Saved data entries:
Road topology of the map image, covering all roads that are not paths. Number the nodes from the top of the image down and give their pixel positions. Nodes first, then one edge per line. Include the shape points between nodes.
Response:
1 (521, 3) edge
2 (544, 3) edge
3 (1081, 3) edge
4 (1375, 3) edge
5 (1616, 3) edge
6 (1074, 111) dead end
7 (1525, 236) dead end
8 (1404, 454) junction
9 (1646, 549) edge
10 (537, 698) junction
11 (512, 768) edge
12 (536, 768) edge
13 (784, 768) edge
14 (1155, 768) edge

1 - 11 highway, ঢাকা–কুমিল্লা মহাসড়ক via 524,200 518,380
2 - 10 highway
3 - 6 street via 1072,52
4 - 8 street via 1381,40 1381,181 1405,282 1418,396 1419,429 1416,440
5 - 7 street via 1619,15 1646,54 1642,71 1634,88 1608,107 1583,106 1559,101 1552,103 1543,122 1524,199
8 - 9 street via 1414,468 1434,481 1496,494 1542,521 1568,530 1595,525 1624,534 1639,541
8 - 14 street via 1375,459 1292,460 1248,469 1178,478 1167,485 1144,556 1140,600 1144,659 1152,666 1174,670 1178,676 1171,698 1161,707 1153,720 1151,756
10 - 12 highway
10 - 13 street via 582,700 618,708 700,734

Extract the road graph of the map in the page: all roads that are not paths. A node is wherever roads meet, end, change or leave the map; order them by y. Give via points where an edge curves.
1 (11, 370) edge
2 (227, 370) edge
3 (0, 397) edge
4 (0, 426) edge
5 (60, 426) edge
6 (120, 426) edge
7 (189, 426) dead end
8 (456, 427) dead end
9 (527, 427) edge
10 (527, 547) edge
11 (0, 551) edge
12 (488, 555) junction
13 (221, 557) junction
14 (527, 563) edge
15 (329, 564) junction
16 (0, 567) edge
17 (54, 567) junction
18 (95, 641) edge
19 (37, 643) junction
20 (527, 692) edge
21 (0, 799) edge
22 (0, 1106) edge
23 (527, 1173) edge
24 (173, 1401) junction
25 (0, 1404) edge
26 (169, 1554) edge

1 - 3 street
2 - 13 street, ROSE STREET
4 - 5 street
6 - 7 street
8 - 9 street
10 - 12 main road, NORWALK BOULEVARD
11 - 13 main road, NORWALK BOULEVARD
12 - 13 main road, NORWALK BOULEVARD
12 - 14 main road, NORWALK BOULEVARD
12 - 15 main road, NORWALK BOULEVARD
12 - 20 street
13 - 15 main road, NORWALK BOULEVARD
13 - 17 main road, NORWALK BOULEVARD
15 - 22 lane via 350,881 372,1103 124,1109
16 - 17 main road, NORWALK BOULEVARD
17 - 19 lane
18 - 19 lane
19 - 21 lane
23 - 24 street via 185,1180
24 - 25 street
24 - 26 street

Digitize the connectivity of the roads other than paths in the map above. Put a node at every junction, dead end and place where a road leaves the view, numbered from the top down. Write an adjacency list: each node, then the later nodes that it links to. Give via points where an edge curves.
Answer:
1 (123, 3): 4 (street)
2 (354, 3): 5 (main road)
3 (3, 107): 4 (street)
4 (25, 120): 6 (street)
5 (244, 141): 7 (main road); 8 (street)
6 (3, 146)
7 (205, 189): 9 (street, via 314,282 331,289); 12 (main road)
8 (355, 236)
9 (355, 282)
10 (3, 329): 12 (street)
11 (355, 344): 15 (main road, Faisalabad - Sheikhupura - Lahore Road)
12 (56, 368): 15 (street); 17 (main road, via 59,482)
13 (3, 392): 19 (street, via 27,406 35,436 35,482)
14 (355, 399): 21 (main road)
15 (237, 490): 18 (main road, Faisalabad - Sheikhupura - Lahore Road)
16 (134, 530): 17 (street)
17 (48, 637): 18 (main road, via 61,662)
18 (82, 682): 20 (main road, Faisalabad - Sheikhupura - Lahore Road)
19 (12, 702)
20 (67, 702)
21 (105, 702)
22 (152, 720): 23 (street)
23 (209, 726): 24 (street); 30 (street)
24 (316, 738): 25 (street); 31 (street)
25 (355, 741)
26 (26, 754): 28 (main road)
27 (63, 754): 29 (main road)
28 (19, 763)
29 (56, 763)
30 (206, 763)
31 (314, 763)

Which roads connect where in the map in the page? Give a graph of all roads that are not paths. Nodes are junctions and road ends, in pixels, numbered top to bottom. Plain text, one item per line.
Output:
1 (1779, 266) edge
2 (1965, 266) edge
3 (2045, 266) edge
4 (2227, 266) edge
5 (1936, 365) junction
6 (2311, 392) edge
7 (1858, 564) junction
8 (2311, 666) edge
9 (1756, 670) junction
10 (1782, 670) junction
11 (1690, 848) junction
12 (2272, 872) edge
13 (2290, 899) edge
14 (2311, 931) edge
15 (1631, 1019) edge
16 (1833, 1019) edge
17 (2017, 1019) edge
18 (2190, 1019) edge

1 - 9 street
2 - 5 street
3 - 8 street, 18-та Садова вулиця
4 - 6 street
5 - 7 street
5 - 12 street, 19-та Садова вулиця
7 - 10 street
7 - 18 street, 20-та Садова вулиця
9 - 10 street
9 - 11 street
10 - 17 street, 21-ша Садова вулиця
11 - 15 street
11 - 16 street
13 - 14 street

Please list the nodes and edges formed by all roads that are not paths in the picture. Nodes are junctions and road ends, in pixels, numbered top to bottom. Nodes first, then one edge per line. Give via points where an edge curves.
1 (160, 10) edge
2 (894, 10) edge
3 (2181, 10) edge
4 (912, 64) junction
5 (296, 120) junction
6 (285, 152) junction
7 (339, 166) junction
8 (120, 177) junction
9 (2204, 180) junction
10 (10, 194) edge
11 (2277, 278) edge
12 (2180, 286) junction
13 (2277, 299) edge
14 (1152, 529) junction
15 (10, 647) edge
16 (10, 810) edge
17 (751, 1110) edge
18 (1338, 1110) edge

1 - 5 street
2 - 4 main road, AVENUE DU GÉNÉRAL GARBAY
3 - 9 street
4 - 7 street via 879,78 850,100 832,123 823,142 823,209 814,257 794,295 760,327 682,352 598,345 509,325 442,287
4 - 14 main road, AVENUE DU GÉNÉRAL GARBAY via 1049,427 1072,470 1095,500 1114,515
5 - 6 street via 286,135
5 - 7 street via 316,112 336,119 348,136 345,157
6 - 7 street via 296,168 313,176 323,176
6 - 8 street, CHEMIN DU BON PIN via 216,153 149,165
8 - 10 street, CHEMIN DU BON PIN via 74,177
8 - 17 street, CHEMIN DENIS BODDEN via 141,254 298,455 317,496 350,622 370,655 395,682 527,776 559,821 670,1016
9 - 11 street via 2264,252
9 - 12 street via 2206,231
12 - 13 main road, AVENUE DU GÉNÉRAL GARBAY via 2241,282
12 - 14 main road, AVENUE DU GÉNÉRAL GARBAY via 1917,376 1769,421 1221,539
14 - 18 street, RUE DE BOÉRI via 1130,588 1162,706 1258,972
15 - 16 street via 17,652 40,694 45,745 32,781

WHAT YOU NEED TO DO →
Having read the records, return each one exactly.

TASK RESPONSE →
Road topology of the map image, covering all roads that are not paths. Number the nodes from the top of the image down and give their pixel positions. Nodes first, then one edge per line. Include the shape points between nodes.
Response:
1 (521, 3) edge
2 (544, 3) edge
3 (1081, 3) edge
4 (1375, 3) edge
5 (1616, 3) edge
6 (1074, 111) dead end
7 (1525, 236) dead end
8 (1404, 454) junction
9 (1646, 549) edge
10 (537, 698) junction
11 (512, 768) edge
12 (536, 768) edge
13 (784, 768) edge
14 (1155, 768) edge

1 - 11 highway, ঢাকা–কুমিল্লা মহাসড়ক via 524,200 518,380
2 - 10 highway
3 - 6 street via 1072,52
4 - 8 street via 1381,40 1381,181 1405,282 1418,396 1419,429 1416,440
5 - 7 street via 1619,15 1646,54 1642,71 1634,88 1608,107 1583,106 1559,101 1552,103 1543,122 1524,199
8 - 9 street via 1414,468 1434,481 1496,494 1542,521 1568,530 1595,525 1624,534 1639,541
8 - 14 street via 1375,459 1292,460 1248,469 1178,478 1167,485 1144,556 1140,600 1144,659 1152,666 1174,670 1178,676 1171,698 1161,707 1153,720 1151,756
10 - 12 highway
10 - 13 street via 582,700 618,708 700,734

Extract the road graph of the map in the page: all roads that are not paths. A node is wherever roads meet, end, change or leave the map; order them by y. Give via points where an edge curves.
1 (11, 370) edge
2 (227, 370) edge
3 (0, 397) edge
4 (0, 426) edge
5 (60, 426) edge
6 (120, 426) edge
7 (189, 426) dead end
8 (456, 427) dead end
9 (527, 427) edge
10 (527, 547) edge
11 (0, 551) edge
12 (488, 555) junction
13 (221, 557) junction
14 (527, 563) edge
15 (329, 564) junction
16 (0, 567) edge
17 (54, 567) junction
18 (95, 641) edge
19 (37, 643) junction
20 (527, 692) edge
21 (0, 799) edge
22 (0, 1106) edge
23 (527, 1173) edge
24 (173, 1401) junction
25 (0, 1404) edge
26 (169, 1554) edge

1 - 3 street
2 - 13 street, ROSE STREET
4 - 5 street
6 - 7 street
8 - 9 street
10 - 12 main road, NORWALK BOULEVARD
11 - 13 main road, NORWALK BOULEVARD
12 - 13 main road, NORWALK BOULEVARD
12 - 14 main road, NORWALK BOULEVARD
12 - 15 main road, NORWALK BOULEVARD
12 - 20 street
13 - 15 main road, NORWALK BOULEVARD
13 - 17 main road, NORWALK BOULEVARD
15 - 22 lane via 350,881 372,1103 124,1109
16 - 17 main road, NORWALK BOULEVARD
17 - 19 lane
18 - 19 lane
19 - 21 lane
23 - 24 street via 185,1180
24 - 25 street
24 - 26 street

Digitize the connectivity of the roads other than paths in the map above. Put a node at every junction, dead end and place where a road leaves the view, numbered from the top down. Write an adjacency list: each node, then the later nodes that it links to. Give via points where an edge curves.
Answer:
1 (123, 3): 4 (street)
2 (354, 3): 5 (main road)
3 (3, 107): 4 (street)
4 (25, 120): 6 (street)
5 (244, 141): 7 (main road); 8 (street)
6 (3, 146)
7 (205, 189): 9 (street, via 314,282 331,289); 12 (main road)
8 (355, 236)
9 (355, 282)
10 (3, 329): 12 (street)
11 (355, 344): 15 (main road, Faisalabad - Sheikhupura - Lahore Road)
12 (56, 368): 15 (street); 17 (main road, via 59,482)
13 (3, 392): 19 (street, via 27,406 35,436 35,482)
14 (355, 399): 21 (main road)
15 (237, 490): 18 (main road, Faisalabad - Sheikhupura - Lahore Road)
16 (134, 530): 17 (street)
17 (48, 637): 18 (main road, via 61,662)
18 (82, 682): 20 (main road, Faisalabad - Sheikhupura - Lahore Road)
19 (12, 702)
20 (67, 702)
21 (105, 702)
22 (152, 720): 23 (street)
23 (209, 726): 24 (street); 30 (street)
24 (316, 738): 25 (street); 31 (street)
25 (355, 741)
26 (26, 754): 28 (main road)
27 (63, 754): 29 (main road)
28 (19, 763)
29 (56, 763)
30 (206, 763)
31 (314, 763)

Which roads connect where in the map in the page? Give a graph of all roads that are not paths. Nodes are junctions and road ends, in pixels, numbered top to bottom. Plain text, one item per line.
Output:
1 (1779, 266) edge
2 (1965, 266) edge
3 (2045, 266) edge
4 (2227, 266) edge
5 (1936, 365) junction
6 (2311, 392) edge
7 (1858, 564) junction
8 (2311, 666) edge
9 (1756, 670) junction
10 (1782, 670) junction
11 (1690, 848) junction
12 (2272, 872) edge
13 (2290, 899) edge
14 (2311, 931) edge
15 (1631, 1019) edge
16 (1833, 1019) edge
17 (2017, 1019) edge
18 (2190, 1019) edge

1 - 9 street
2 - 5 street
3 - 8 street, 18-та Садова вулиця
4 - 6 street
5 - 7 street
5 - 12 street, 19-та Садова вулиця
7 - 10 street
7 - 18 street, 20-та Садова вулиця
9 - 10 street
9 - 11 street
10 - 17 street, 21-ша Садова вулиця
11 - 15 street
11 - 16 street
13 - 14 street

Please list the nodes and edges formed by all roads that are not paths in the picture. Nodes are junctions and road ends, in pixels, numbered top to bottom. Nodes first, then one edge per line. Give via points where an edge curves.
1 (160, 10) edge
2 (894, 10) edge
3 (2181, 10) edge
4 (912, 64) junction
5 (296, 120) junction
6 (285, 152) junction
7 (339, 166) junction
8 (120, 177) junction
9 (2204, 180) junction
10 (10, 194) edge
11 (2277, 278) edge
12 (2180, 286) junction
13 (2277, 299) edge
14 (1152, 529) junction
15 (10, 647) edge
16 (10, 810) edge
17 (751, 1110) edge
18 (1338, 1110) edge

1 - 5 street
2 - 4 main road, AVENUE DU GÉNÉRAL GARBAY
3 - 9 street
4 - 7 street via 879,78 850,100 832,123 823,142 823,209 814,257 794,295 760,327 682,352 598,345 509,325 442,287
4 - 14 main road, AVENUE DU GÉNÉRAL GARBAY via 1049,427 1072,470 1095,500 1114,515
5 - 6 street via 286,135
5 - 7 street via 316,112 336,119 348,136 345,157
6 - 7 street via 296,168 313,176 323,176
6 - 8 street, CHEMIN DU BON PIN via 216,153 149,165
8 - 10 street, CHEMIN DU BON PIN via 74,177
8 - 17 street, CHEMIN DENIS BODDEN via 141,254 298,455 317,496 350,622 370,655 395,682 527,776 559,821 670,1016
9 - 11 street via 2264,252
9 - 12 street via 2206,231
12 - 13 main road, AVENUE DU GÉNÉRAL GARBAY via 2241,282
12 - 14 main road, AVENUE DU GÉNÉRAL GARBAY via 1917,376 1769,421 1221,539
14 - 18 street, RUE DE BOÉRI via 1130,588 1162,706 1258,972
15 - 16 street via 17,652 40,694 45,745 32,781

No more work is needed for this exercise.